Work to be completed
Select, from the data, each line where "their" occurs.

---- Available data

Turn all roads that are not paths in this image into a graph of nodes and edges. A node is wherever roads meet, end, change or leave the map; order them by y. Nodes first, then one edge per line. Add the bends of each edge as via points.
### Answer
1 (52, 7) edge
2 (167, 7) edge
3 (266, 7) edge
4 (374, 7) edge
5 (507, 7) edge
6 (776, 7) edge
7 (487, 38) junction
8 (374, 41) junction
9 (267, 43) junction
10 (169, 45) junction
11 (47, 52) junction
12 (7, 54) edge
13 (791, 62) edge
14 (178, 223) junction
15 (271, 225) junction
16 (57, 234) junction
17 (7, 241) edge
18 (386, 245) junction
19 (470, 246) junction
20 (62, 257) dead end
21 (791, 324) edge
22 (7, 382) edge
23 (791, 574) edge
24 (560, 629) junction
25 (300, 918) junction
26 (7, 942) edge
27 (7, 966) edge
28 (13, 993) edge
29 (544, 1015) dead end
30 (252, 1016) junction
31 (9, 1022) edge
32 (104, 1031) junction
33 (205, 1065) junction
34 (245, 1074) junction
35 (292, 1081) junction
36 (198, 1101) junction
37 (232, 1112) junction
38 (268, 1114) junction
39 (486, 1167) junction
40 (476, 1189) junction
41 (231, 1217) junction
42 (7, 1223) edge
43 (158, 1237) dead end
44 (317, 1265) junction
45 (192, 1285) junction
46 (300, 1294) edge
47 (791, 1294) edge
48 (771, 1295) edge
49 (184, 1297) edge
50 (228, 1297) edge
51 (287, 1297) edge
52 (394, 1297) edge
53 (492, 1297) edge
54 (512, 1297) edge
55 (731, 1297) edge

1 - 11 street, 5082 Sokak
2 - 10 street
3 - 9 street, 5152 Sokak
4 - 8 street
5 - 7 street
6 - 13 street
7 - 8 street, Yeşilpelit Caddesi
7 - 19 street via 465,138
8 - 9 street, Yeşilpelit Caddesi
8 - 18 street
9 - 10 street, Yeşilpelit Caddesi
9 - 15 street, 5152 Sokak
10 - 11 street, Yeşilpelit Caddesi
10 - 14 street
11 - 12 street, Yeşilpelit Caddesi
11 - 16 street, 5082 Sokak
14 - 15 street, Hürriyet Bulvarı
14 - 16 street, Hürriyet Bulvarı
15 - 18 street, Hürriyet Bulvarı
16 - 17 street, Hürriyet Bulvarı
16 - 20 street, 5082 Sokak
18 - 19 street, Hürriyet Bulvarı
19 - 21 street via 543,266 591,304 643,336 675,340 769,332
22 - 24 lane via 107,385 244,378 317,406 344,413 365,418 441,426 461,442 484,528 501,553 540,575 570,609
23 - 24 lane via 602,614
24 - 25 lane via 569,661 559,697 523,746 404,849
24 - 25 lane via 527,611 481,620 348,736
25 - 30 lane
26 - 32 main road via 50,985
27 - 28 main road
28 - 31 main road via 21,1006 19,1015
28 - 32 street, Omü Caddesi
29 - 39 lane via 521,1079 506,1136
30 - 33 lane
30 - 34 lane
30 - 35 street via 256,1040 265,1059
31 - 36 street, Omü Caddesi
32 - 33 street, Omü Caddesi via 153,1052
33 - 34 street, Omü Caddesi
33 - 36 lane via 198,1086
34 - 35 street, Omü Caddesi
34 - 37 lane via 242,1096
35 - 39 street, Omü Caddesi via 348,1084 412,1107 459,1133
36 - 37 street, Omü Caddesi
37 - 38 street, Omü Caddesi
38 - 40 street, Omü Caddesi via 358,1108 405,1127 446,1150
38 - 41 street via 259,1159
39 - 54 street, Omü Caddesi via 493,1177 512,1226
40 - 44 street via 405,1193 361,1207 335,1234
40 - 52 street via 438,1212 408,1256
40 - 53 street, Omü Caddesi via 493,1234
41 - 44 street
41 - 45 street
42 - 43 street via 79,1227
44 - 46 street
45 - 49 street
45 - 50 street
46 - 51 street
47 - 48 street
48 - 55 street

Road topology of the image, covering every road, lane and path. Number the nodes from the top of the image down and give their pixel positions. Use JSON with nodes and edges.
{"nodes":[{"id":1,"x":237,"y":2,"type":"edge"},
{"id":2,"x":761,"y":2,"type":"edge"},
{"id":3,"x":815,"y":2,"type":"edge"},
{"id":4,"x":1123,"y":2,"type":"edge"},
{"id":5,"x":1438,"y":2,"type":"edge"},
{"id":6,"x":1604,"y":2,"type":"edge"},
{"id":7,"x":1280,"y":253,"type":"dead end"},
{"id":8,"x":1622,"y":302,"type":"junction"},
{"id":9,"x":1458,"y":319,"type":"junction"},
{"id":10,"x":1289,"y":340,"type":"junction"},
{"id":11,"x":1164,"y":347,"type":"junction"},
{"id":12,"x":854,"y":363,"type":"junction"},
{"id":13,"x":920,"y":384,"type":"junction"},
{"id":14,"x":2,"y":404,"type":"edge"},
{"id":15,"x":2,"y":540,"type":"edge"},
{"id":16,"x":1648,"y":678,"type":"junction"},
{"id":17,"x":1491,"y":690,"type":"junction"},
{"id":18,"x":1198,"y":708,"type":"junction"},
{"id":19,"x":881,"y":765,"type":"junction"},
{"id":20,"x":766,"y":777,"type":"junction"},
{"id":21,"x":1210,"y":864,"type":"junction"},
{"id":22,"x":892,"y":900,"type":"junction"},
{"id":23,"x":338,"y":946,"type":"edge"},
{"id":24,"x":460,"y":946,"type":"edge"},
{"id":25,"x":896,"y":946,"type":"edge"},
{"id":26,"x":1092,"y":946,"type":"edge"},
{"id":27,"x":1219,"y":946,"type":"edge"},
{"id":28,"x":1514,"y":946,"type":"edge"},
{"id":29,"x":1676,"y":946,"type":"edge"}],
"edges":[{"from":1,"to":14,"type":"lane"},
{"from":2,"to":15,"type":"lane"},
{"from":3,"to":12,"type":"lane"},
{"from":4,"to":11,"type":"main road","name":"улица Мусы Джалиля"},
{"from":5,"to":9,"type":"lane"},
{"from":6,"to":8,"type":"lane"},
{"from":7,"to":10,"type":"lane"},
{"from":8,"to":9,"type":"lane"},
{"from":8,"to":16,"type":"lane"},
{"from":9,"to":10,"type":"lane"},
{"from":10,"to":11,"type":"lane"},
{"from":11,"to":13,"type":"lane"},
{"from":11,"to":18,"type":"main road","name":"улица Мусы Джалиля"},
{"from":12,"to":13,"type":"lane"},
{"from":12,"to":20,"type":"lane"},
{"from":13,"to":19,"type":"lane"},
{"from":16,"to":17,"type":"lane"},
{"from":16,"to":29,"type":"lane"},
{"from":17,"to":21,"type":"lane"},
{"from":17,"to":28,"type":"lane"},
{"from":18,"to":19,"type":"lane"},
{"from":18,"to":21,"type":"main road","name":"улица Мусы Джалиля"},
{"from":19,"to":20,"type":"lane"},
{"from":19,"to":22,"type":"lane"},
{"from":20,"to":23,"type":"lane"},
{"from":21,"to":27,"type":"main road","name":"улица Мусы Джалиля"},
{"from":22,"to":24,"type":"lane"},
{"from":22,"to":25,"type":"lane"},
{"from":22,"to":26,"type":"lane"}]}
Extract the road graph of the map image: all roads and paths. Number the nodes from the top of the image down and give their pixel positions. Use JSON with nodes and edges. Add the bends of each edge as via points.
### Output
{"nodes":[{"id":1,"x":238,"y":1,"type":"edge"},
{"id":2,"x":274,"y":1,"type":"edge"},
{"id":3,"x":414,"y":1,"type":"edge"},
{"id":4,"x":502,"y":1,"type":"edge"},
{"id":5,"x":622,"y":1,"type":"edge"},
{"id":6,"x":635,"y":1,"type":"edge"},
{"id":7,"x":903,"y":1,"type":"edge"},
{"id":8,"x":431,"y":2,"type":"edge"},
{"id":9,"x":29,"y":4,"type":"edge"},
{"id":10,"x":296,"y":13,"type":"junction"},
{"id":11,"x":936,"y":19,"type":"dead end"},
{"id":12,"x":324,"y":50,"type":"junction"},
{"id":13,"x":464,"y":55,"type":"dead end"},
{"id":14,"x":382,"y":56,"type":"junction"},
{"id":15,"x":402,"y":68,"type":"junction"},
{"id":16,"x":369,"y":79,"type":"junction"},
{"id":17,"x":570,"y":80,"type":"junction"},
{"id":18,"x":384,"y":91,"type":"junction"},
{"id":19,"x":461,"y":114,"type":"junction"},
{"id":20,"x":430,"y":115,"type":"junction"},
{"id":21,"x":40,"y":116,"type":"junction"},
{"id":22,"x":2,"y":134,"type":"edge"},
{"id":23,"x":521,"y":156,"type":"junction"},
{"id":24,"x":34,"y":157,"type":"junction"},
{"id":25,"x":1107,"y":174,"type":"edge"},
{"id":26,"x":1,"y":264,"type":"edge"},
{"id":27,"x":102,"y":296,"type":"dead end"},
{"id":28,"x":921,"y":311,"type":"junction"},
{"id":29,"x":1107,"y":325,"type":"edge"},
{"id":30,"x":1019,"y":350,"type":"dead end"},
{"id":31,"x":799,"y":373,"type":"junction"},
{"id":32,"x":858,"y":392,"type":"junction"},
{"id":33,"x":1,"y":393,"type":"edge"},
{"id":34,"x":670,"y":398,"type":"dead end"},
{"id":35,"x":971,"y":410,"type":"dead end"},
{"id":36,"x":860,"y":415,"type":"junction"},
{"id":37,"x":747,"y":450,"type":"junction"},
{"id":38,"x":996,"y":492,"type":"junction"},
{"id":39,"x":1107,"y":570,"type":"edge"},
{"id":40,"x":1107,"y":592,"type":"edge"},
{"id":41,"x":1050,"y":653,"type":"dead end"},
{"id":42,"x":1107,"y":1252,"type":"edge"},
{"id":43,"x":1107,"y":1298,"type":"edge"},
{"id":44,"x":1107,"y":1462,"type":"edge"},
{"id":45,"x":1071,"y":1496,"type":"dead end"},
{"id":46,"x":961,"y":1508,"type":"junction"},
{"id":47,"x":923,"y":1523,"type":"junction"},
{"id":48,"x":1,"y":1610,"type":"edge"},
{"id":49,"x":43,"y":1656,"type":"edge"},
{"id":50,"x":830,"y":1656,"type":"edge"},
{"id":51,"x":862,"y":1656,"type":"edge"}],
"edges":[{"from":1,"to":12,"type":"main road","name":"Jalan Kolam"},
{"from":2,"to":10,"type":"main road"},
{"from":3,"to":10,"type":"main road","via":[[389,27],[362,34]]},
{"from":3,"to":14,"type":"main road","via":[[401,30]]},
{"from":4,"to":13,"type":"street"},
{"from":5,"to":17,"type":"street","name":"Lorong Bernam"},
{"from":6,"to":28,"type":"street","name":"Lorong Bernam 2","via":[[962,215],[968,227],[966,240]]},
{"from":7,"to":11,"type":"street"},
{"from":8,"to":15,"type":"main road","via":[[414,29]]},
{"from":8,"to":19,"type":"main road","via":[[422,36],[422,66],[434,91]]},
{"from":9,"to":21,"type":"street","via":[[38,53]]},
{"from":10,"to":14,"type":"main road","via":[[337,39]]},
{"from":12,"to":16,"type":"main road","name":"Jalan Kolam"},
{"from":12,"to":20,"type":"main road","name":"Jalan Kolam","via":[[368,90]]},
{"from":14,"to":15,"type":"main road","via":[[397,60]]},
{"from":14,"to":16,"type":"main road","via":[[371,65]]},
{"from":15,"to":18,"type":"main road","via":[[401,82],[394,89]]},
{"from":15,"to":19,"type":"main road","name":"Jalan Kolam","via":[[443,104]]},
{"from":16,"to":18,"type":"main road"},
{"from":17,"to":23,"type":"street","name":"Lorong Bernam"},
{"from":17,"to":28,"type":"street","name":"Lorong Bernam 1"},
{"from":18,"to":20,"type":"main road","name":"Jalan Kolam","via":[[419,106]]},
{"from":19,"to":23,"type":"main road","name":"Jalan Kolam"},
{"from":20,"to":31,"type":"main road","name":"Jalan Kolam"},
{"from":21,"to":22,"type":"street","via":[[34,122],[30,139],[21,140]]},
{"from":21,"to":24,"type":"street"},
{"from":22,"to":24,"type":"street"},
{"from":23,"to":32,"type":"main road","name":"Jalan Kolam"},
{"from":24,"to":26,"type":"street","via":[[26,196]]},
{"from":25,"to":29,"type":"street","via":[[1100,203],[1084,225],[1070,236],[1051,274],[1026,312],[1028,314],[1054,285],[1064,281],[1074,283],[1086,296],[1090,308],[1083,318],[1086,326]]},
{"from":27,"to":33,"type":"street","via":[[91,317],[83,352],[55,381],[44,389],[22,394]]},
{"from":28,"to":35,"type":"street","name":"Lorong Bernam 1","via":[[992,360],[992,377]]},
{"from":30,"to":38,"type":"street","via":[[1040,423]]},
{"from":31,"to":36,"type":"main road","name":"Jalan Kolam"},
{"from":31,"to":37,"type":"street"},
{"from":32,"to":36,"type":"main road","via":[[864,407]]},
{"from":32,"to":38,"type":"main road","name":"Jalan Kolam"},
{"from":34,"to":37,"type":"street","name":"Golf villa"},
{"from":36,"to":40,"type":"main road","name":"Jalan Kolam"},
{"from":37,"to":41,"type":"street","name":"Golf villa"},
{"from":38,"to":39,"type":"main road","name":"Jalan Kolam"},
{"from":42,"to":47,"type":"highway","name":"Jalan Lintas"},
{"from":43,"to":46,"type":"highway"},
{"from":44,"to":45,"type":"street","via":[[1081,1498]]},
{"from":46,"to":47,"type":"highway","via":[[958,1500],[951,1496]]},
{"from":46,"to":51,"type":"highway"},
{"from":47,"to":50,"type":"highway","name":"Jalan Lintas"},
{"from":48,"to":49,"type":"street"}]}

--------

The answer
Road topology of the image, covering every road, lane and path. Number the nodes from the top of the image down and give their pixel positions. Use JSON with nodes and edges.
Extract the road graph of the map image: all roads and paths. Number the nodes from the top of the image down and give their pixel positions. Use JSON with nodes and edges. Add the bends of each edge as via points.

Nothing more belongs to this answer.